El espíritu del Opus Dei, en efecto, tiene como característica esencial el hecho de no sacar a nadie de su sitio —unusquisque, in qua vocatione vocatus est, in ea permaneat (1 Cor 7, 20)—, sino que lleva a que cada uno cumpla las tareas y deberes de su propio estado, de su misión en la Iglesia y en la sociedad civil, con la mayor perfección posible. Por eso, cuando un sacerdote se adscribe a la Obra, no modifica ni abandona en nada su vocación diocesana —dedicación al servicio de la Iglesia local a la que está incardinado, plena dependencia del propio Ordinario, espiritualidad secular, unión con los demás sacerdotes, etc.—, sino que, por el contrario, se compromete a vivir esa vocación con plenitud, porque sabe que ha de buscar la perfección precisamente en el mismo ejercicio de sus obligaciones sacerdotales, como sacerdote diocesano.
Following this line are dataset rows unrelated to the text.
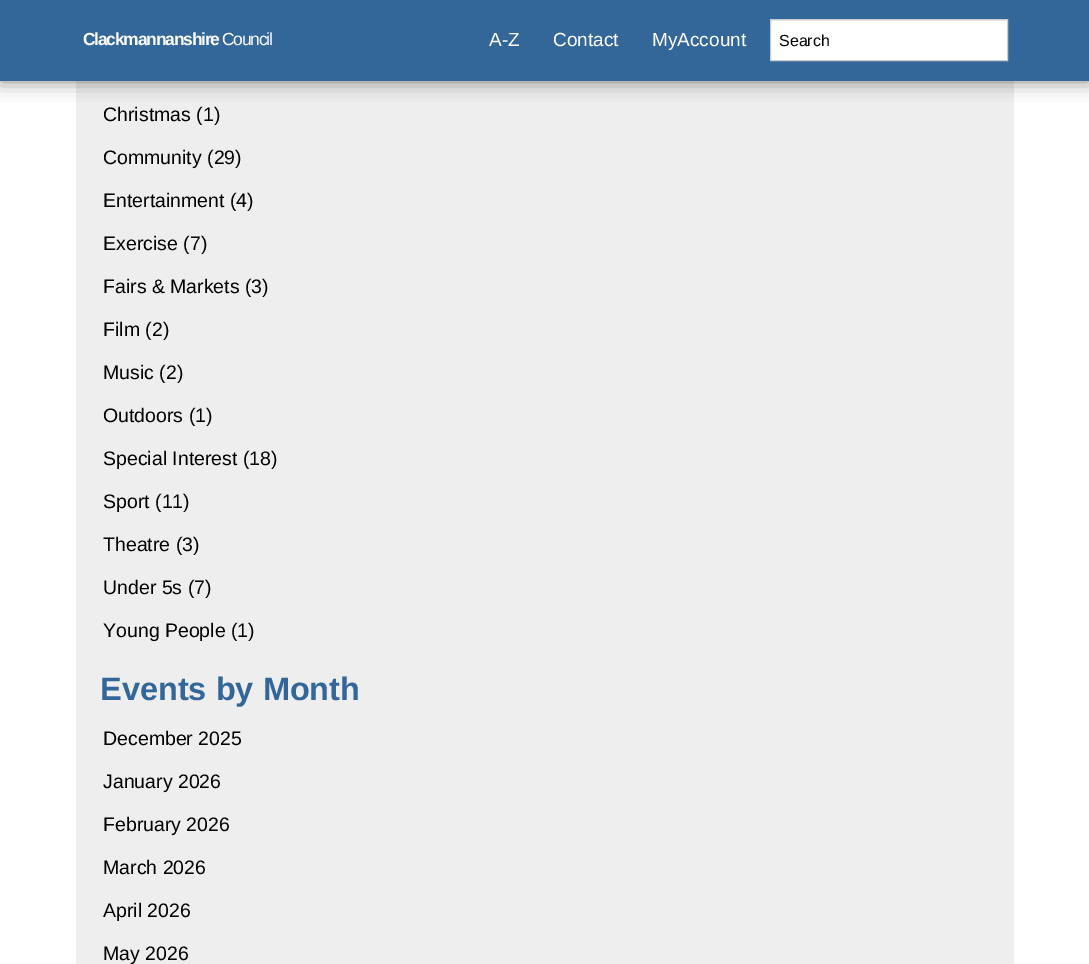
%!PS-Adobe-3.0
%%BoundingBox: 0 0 1089 964
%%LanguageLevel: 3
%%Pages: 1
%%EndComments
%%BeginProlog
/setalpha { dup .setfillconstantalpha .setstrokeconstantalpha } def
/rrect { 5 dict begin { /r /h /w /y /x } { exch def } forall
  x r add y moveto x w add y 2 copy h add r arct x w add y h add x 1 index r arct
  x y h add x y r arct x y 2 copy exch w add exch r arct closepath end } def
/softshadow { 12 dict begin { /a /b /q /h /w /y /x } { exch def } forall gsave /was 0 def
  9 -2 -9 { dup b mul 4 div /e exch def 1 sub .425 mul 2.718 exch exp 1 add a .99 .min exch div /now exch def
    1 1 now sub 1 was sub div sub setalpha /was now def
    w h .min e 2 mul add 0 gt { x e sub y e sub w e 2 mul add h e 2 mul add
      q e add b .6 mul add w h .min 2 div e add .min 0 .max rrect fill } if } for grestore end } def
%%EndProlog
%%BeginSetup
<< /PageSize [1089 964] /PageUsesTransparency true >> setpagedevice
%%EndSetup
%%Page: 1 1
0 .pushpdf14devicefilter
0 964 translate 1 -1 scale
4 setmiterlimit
1 setgray
0 0 1089 964 rectfill
0.933 setgray
76 81 938 883 rectfill
0 setgray
0 0 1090 81 0 9.5 0.5 softshadow
0.2 0.4 0.6 setrgbcolor
0 0 1089 81 rectfill
1 setgray
771 20 236 40 rectfill
0.925 setgray
771 20 235 1 rectfill
0.8 setgray
770.5 19.5 237 41 rectstroke
/LiberationSans-Bold [17.5 0 0 -17.5 0 0] selectfont
1 setgray
83 45 moveto -1.25 0 (Clackmannanshire) ashow
/LiberationSans-Regular [17.5 0 0 -17.5 0 0] selectfont
222 45 moveto -1.25 0 (Council) ashow
/LiberationSans-Regular [19 0 0 -19 0 0] selectfont
489 46 moveto (A-Z) show
553 46 moveto (Contact) show
652 46 moveto (MyAccount) show
/LiberationSans-Regular [16 0 0 -16 0 0] selectfont
0 setgray
779 46 moveto (Search) show
/LiberationSans-Regular [19.5 0 0 -19.5 0 0] selectfont
103 121 moveto (Christmas \(1\)) show
103 164 moveto (Community \(29\)) show
103 207 moveto (Entertainment \(4\)) show
103 250 moveto (Exercise \(7\)) show
103 293 moveto (Fairs & Markets \(3\)) show
103 336 moveto (Film \(2\)) show
103 379 moveto (Music \(2\)) show
103 422 moveto (Outdoors \(1\)) show
103 465 moveto (Special Interest \(18\)) show
103 508 moveto (Sport \(11\)) show
103 551 moveto (Theatre \(3\)) show
103 594 moveto (Under 5s \(7\)) show
103 637 moveto (Young People \(1\)) show
/LiberationSans-Bold [32.5 0 0 -32.5 0 0] selectfont
0.2 0.4 0.6 setrgbcolor
100 700 moveto (Events by Month) show
/LiberationSans-Regular [19.5 0 0 -19.5 0 0] selectfont
0 setgray
103 745 moveto (December 2025) show
103 788 moveto (January 2026) show
103 831 moveto (February 2026) show
103 874 moveto (March 2026) show
103 917 moveto (April 2026) show
103 960 moveto (May 2026) show
.poppdf14devicefilter showpage
%%EOF
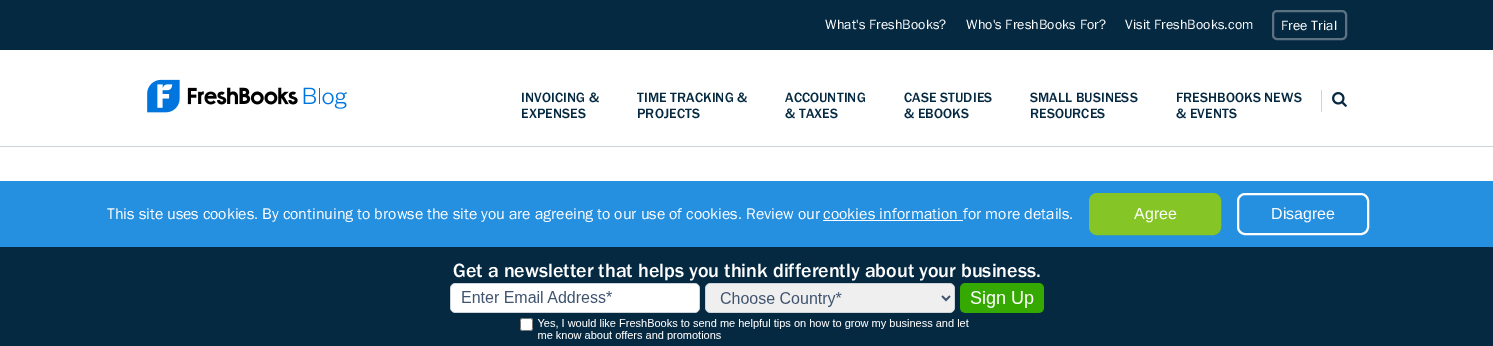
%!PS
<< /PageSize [1493 346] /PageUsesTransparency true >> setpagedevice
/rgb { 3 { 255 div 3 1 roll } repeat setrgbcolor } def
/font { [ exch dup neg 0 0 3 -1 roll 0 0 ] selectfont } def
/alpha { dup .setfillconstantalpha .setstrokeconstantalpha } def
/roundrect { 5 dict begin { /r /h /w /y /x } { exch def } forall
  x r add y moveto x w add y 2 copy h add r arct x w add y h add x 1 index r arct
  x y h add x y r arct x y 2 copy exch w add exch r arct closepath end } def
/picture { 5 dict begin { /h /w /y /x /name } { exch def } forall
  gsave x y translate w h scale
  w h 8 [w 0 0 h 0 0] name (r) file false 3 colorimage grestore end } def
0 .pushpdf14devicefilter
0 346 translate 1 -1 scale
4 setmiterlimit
255 255 255 rgb
0 0 1493 346 rectfill
6 41 66 rgb
0 0 1493 50 rectfill
92 114 131 rgb
2 setlinewidth
1273 11 73 28 4 roundrect stroke
205 212 217 rgb
0 146 1493 1 rectfill
(img/1.rgb) 147 79 200 34 picture
1321 90 1 22 rectfill
(img/2.rgb) 1332 92 15 15 picture
[
  [0 247 1493 99 6 41 66]
] { aload pop rgb rectfill } forall
0.9 alpha
[
  [0 181 1493 66 13 131 221]
] { aload pop rgb rectfill } forall
1 alpha
[
  [823 220 140 1 255 255 255]
] { aload pop rgb rectfill } forall
133 197 37 rgb
1090 194 130 40 7 roundrect gsave fill grestore
stroke
255 255 255 rgb
1238 194 130 40 7 roundrect stroke
(img/3.rgb) 450 283 594 57 picture
/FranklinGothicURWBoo-Regular 14 font
825 29 moveto 0.1 0 (What's FreshBooks?) ashow
966 29 moveto 0.1 0 (Who's FreshBooks For?) ashow
1125 29 moveto 0.1 0 (Visit FreshBooks.com) ashow
1281 30 moveto 0.1 0 (Free Trial) ashow
/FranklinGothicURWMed-Regular 14 font
6 41 66 rgb
521 102 moveto 0.1 0 (INVOICING &) ashow
521 118 moveto 0.1 0 (EXPENSES) ashow
637 102 moveto 0.1 0 (TIME TRACKING &) ashow
637 118 moveto 0.1 0 (PROJECTS) ashow
785 102 moveto 0.1 0 (ACCOUNTING) ashow
785 118 moveto 0.1 0 (& TAXES) ashow
904 102 moveto 0.1 0 (CASE STUDIES) ashow
904 118 moveto 0.1 0 (& EBOOKS) ashow
1030 102 moveto 0.1 0 (SMALL BUSINESS) ashow
1030 118 moveto 0.1 0 (RESOURCES) ashow
1176 102 moveto 0.1 0 (FRESHBOOKS NEWS) ashow
1176 118 moveto 0.1 0 (& EVENTS) ashow
/FranklinGothicURWBoo-Regular 16 font
255 255 255 rgb
107 219 moveto (This site uses cookies. By continuing to browse the site you are agreeing to our use of cookies. Review our) show
823 219 moveto 0.1 0 (cookies information) ashow
963 219 moveto (for more details.) show
/LiberationSans-Regular 16 font
1134 219 moveto (Agree) show
1271 219 moveto (Disagree) show
/FranklinGothicURWMed-Regular 20 font
453 277 moveto (Get a newsletter that helps you think differently about your business.) show
.poppdf14devicefilter showpage
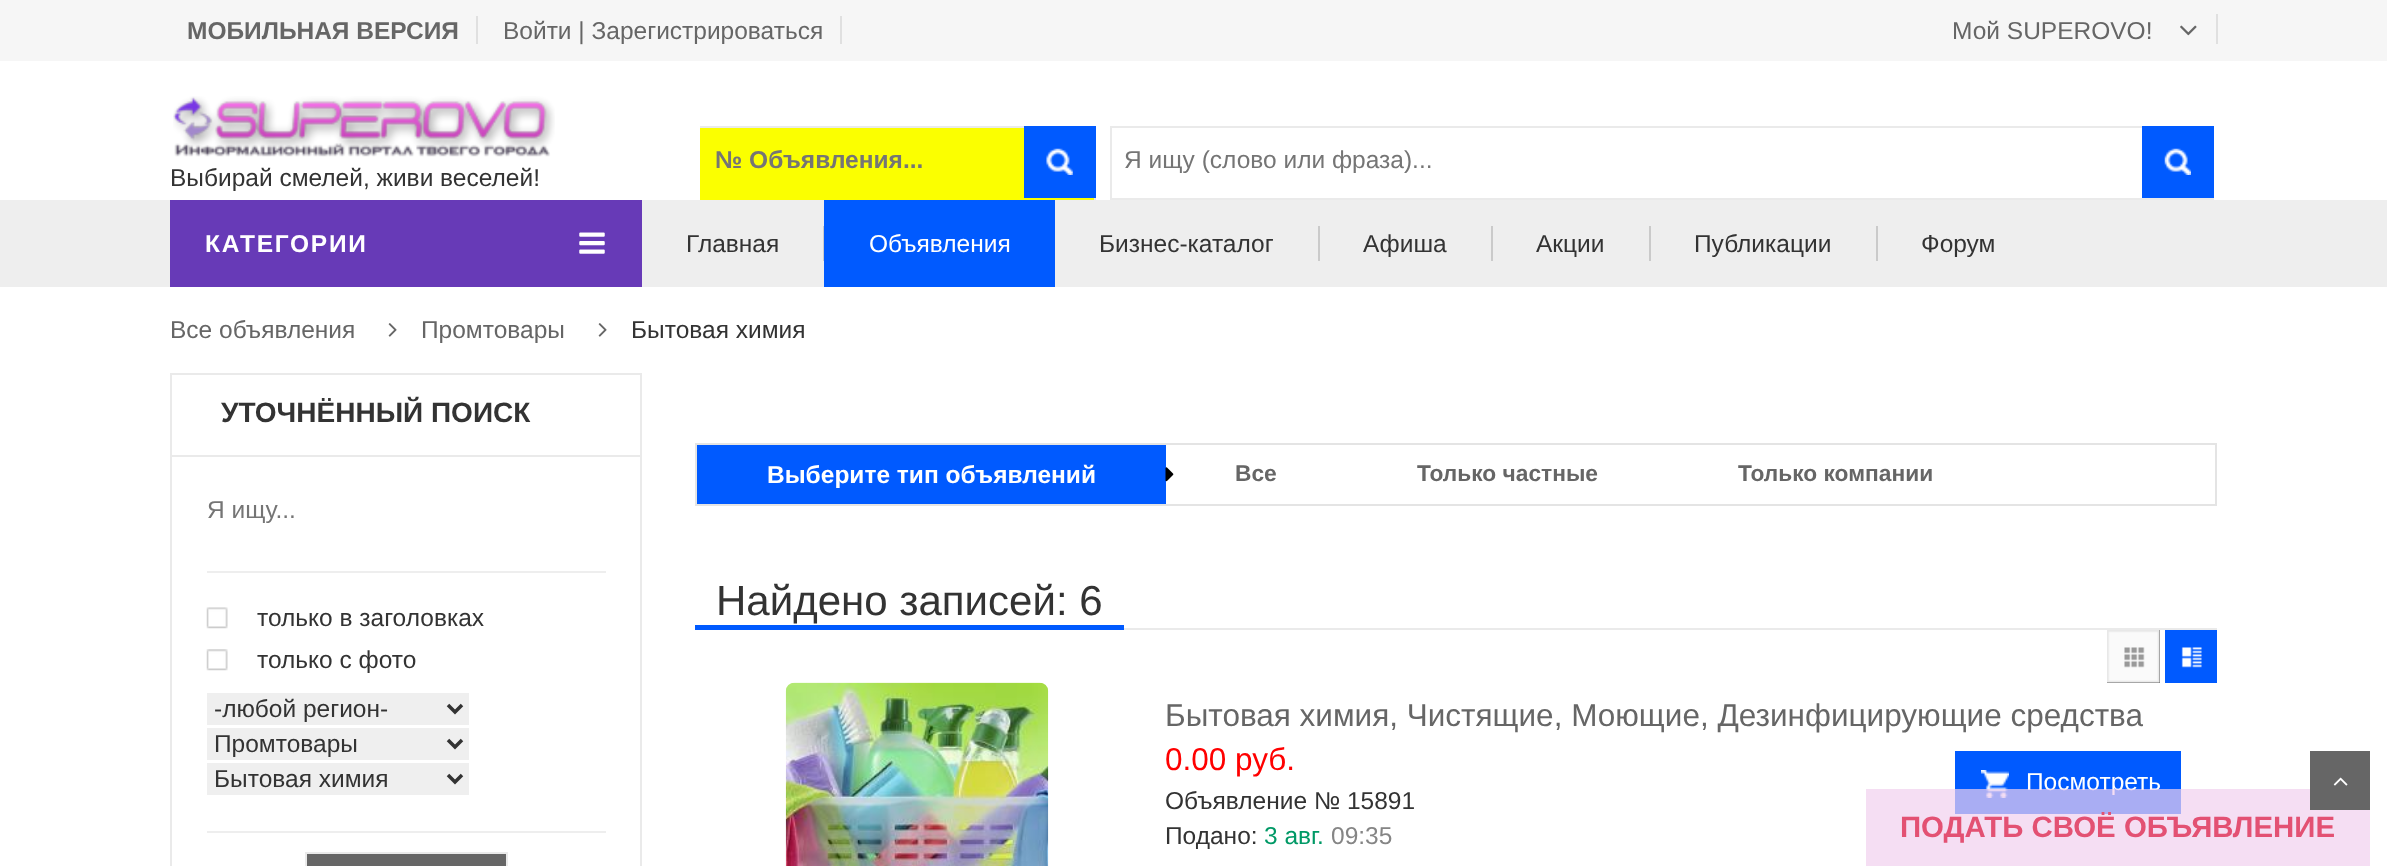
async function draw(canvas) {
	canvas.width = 2387;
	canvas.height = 866;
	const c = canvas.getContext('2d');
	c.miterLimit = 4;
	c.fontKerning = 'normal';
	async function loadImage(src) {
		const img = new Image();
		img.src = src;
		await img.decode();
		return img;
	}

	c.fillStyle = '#fff';
	c.fillRect(0, 0, 2387, 866);
	c.fillStyle = '#f6f6f6';
	c.fillRect(0, 0, 2387, 61);
	c.font = 'bold 24.5px Liberation Sans';
	c.fillStyle = '#666';
	c.fillText('МОБИЛЬНАЯ ВЕРСИЯ', 187, 39);
	c.fillStyle = '#e0e0e0';
	c.fillRect(476, 16, 2, 28);
	c.font = '24.5px Liberation Sans';
	c.fillStyle = '#666';
	c.fillText('Войти | Зарегистрироваться', 503, 39);
	c.fillStyle = '#e0e0e0';
	c.fillRect(840, 16, 2, 28);
	c.fillStyle = '#666';
	c.fillText('Мой SUPEROVO!', 1952, 39);
	c.fillStyle = '#e0e0e0';
	c.fillRect(2216, 14, 2, 30);
	c.drawImage(await loadImage('img1.png'), 2180, 25, 17, 11);
	for (const [x, y, w, h, color] of [
		[700, 126, 324, 2, '#eaeaea'],
		[1094, 198, 2, 2, '#eaeaea'],
		[700, 128, 394, 72, '#fbff00'],
	]) {
		c.fillStyle = color;
		c.fillRect(x, y, w, h);
	}
	c.font = 'bold 24.5px Liberation Sans';
	c.fillStyle = '#757575';
	c.fillText('№ Объявления...', 715, 168);
	c.fillStyle = '#005aff';
	c.fillRect(1024, 126, 72, 72);
	c.drawImage(await loadImage('img2.png'), 1046, 148, 27, 27);
	for (const [x, y, w, h, color] of [
		[1110, 126, 1032, 2, '#eaeaea'],
		[1110, 198, 1104, 2, '#eaeaea'],
		[1110, 126, 2, 74, '#eaeaea'],
	]) {
		c.fillStyle = color;
		c.fillRect(x, y, w, h);
	}
	c.save();
	c.beginPath();
	c.rect(1125, 145, 963, 28);
	c.clip();
	c.font = '24.5px Liberation Sans';
	c.fillStyle = '#757575';
	c.fillText('Я ищу (слово или фраза)...', 1124, 168);
	c.restore();
	c.fillStyle = '#005aff';
	c.fillRect(2142, 126, 72, 72);
	c.drawImage(await loadImage('img3.png'), 2164, 148, 27, 27);
	c.drawImage(await loadImage('img4.png'), 173, 96, 382, 61);
	c.font = '24.5px Liberation Sans';
	c.fillStyle = '#333';
	c.fillText('Выбирай смелей, живи веселей!', 170, 186);
	c.fillStyle = '#eee';
	c.fillRect(0, 200, 2387, 87);
	c.fillStyle = '#673ab7';
	c.fillRect(170, 200, 472, 87);
	c.letterSpacing = '1.75px';
	c.font = 'bold 24.5px Liberation Sans';
	c.fillStyle = '#fff';
	c.fillText('КАТЕГОРИИ', 205, 252);
	c.drawImage(await loadImage('img5.png'), 579, 232, 26, 22);
	c.fillStyle = '#cacaca';
	c.fillRect(823, 226, 1, 35);
	c.letterSpacing = '0px';
	c.font = '24.5px Liberation Sans';
	c.fillStyle = '#333';
	c.fillText('Главная', 686, 252);
	c.fillStyle = '#005aff';
	c.fillRect(824, 200, 231, 87);
	c.fillStyle = '#fff';
	c.fillText('Объявления', 869, 252);
	c.fillStyle = '#cacaca';
	c.fillRect(1318, 226, 2, 35);
	c.fillStyle = '#333';
	c.fillText('Бизнес-каталог', 1099, 252);
	c.fillStyle = '#cacaca';
	c.fillRect(1491, 226, 2, 35);
	c.fillStyle = '#333';
	c.fillText('Афиша', 1363, 252);
	c.fillStyle = '#cacaca';
	c.fillRect(1649, 226, 2, 35);
	c.fillStyle = '#333';
	c.fillText('Акции', 1536, 252);
	c.fillStyle = '#cacaca';
	c.fillRect(1876, 226, 2, 35);
	c.fillStyle = '#333';
	c.fillText('Публикации', 1694, 252);
	c.fillText('Форум', 1921, 252);
	c.fillStyle = '#666';
	c.fillText('Все объявления', 170, 338);
	c.drawImage(await loadImage('img6.png'), 388, 323, 9, 14);
	c.fillText('Промтовары', 421, 338);
	c.drawImage(await loadImage('img6.png'), 598, 323, 9, 14);
	c.fillStyle = '#333';
	c.fillText('Бытовая химия', 631, 338);
	c.strokeStyle = '#eaeaea';
	c.lineWidth = 2;
	c.strokeRect(171, 374, 470, 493);
	c.fillStyle = '#eaeaea';
	c.fillRect(172, 455, 469, 2);
	c.font = 'bold 28px Liberation Sans';
	c.fillStyle = '#333';
	c.fillText('УТОЧНЁННЫЙ ПОИСК', 221, 422);
	c.font = '24.5px Liberation Sans';
	c.fillStyle = '#757575';
	c.fillText('Я ищу...', 207, 518);
	c.fillStyle = '#eee';
	c.fillRect(207, 571, 399, 2);
	c.drawImage(await loadImage('img7.png'), 206, 607, 22, 22);
	c.fillStyle = '#333';
	c.fillText('только в заголовках', 257, 626);
	c.drawImage(await loadImage('img8.png'), 206, 649, 22, 22);
	c.fillText('только с фото', 257, 668);
	c.fillStyle = '#efefef';
	c.fillRect(207, 693, 262, 32);
	c.beginPath();
	c.moveTo(448, 705);
	c.lineTo(455, 712);
	c.lineTo(462, 705);
	c.strokeStyle = '#333';
	c.lineWidth = 3.5;
	c.stroke();
	c.fillStyle = '#333';
	c.fillText('-любой регион-', 214, 717);
	c.fillStyle = '#efefef';
	c.fillRect(207, 728, 262, 32);
	c.beginPath();
	c.moveTo(448, 740);
	c.lineTo(455, 747);
	c.lineTo(462, 740);
	c.stroke();
	c.fillStyle = '#333';
	c.fillText('Промтовары', 214, 752);
	c.fillStyle = '#efefef';
	c.fillRect(207, 763, 262, 32);
	c.beginPath();
	c.moveTo(448, 775);
	c.lineTo(455, 782);
	c.lineTo(462, 775);
	c.stroke();
	c.fillStyle = '#333';
	c.fillText('Бытовая химия', 214, 787);
	c.fillStyle = '#eee';
	c.fillRect(207, 831, 399, 2);
	c.fillStyle = '#666';
	c.beginPath();
	c.rect(306, 853, 201, 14);
	c.fill();
	c.strokeStyle = '#eaeaea';
	c.lineWidth = 2;
	c.stroke();
	c.strokeStyle = '#e4e4e4';
	c.strokeRect(696, 444, 1520, 61);
	c.fillStyle = '#005aff';
	c.fillRect(697, 445, 469, 59);
	c.font = 'bold 24.5px Liberation Sans';
	c.fillStyle = '#fff';
	c.fillText('Выберите тип объявлений', 767, 483);
	c.drawImage(await loadImage('img9.png'), 1165, 467, 9, 15);
	c.font = 'bold 22.75px Liberation Sans';
	c.fillStyle = '#666';
	for (const [text, x, y] of [
		['Все', 1235, 481],
		['Только частные', 1417, 481],
		['Только компании', 1738, 481],
	]) {
		c.fillText(text, x, y);
	}
	c.fillStyle = '#eaeaea';
	c.fillRect(1124, 628, 1093, 2);
	c.fillStyle = '#005aff';
	c.fillRect(695, 625, 429, 5);
	c.font = '42px Liberation Sans';
	c.fillStyle = '#333';
	c.fillText('Найдено записей: 6', 716, 615);
	c.fillStyle = '#666';
	c.fillRect(2107, 630, 53, 53);
	c.drawImage(await loadImage('img10.png'), 2107, 630, 53, 53);
	c.fillStyle = '#005aff';
	c.fillRect(2165, 630, 52, 53);
	c.drawImage(await loadImage('img11.png'), 2181, 647, 21, 21);
	c.font = '31.5px Liberation Sans';
	c.fillStyle = '#666';
	c.fillText('Бытовая химия, Чистящие, Моющие, Дезинфицирующие средства', 1165, 726);
	c.fillStyle = '#f00';
	c.fillText('0.00 руб.', 1165, 770);
	c.font = '24.5px Liberation Sans';
	c.fillStyle = '#333';
	c.fillText('Объявление № 15891', 1165, 809);
	c.fillText('Подано:', 1165, 844);
	c.fillStyle = '#096';
	c.fillText('3 авг.', 1264, 844);
	c.fillStyle = '#858585';
	c.fillText('09:35', 1331, 844);
	c.drawImage(await loadImage('img12.png'), 785, 682, 264, 184);
	c.fillStyle = '#005aff';
	c.fillRect(1955, 751, 226, 63);
	c.drawImage(await loadImage('img13.png'), 1981, 770, 28, 28);
	c.fillStyle = '#fff';
	c.fillText('Посмотреть', 2026, 790);
	c.fillStyle = '#f1d0eeb3';
	c.fillRect(1866, 789, 504, 77);
	c.fillStyle = '#666';
	c.fillRect(2310, 751, 60, 59);
	c.drawImage(await loadImage('img14.png'), 2333, 777, 15, 9);
	c.font = 'bold 29.4px Liberation Sans';
	c.fillStyle = '#e35173';
	c.fillText('ПОДАТЬ СВОЁ ОБЪЯВЛЕНИЕ', 1900, 837);
}

draw(document.querySelector('canvas'));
Este principio tiene en nuestra Asociación una serie de aplicaciones prácticas de orden jurídico y ascético, que sería largo detallar. Diré sólo, como ejemplo, que —a diferencia de otras Asociaciones, donde se exige un voto o promesa de obediencia al Superior interno— la dependencia de los sacerdotes diocesanos adscritos al Opus Dei no es una dependencia de régimen, ya que no hay jerarquía interna para ellos ni, por tanto, peligro de doble vínculo de obediencia sino más bien una relación voluntaria de ayuda y asistencia espiritual.
Lo que estos sacerdotes encuentran en el Opus Dei es, sobre todo, la ayuda ascética continuada que desean recibir, con espiritualidad secular y diocesana, e independiente de los cambios personales y circunstanciales que pueda haber en el gobierno de la respectiva Iglesia local. Añaden así a la dirección espiritual colectiva que el Obispo da con su predicación, sus cartas pastorales, conversaciones, instrucciones disciplinares, etc., una dirección espiritual personal solícita y continua en cualquier lugar donde se encuentren, que complementa —respetándola siempre, como un deber grave— la dirección común impartida por el mismo Obispo. A través de esa dirección espiritual personal —tan recomendada por el Concilio Vaticano II y por el Magisterio ordinario— se fomenta en el sacerdote su vida de piedad, su caridad pastoral, su formación doctrinal continuada, su celo por los apostolados diocesanos, el amor y la obediencia que deben al propio Ordinario, la preocupación por las vocaciones sacerdotales y el seminario, etc.
¿Los frutos de toda esta labor? Son para las Iglesias locales, a las que estos sacerdotes sirven. Y de esto se goza mi alma de sacerdote diocesano, que ha tenido además, repetidas veces, el consuelo de ver con qué cariño el Papa y los Obispos bendicen, desean y favorecen este trabajo.
La Sociedad Sacerdotal de la Santa Cruz es una asociación propia, intrínseca e inseparable de la prelatura. Está constituida por los clérigos incardinados al Opus Dei y por otros sacerdotes o diáconos, incardinados en diversas diócesis. Estos sacerdotes y diáconos de otras diócesis —que no forman parte del clero de la prelatura, sino que pertenecen al presbiterio de sus respectivas diócesis y dependen exclusivamente de su ordinario, como superior— se asocian a la Sociedad Sacerdotal de la Santa Cruz, para buscar su santificación, según el espíritu y la praxis ascética del Opus Dei. El prelado del Opus Dei es, a la vez, presidente general de la Sociedad Sacerdotal de la Santa Cruz.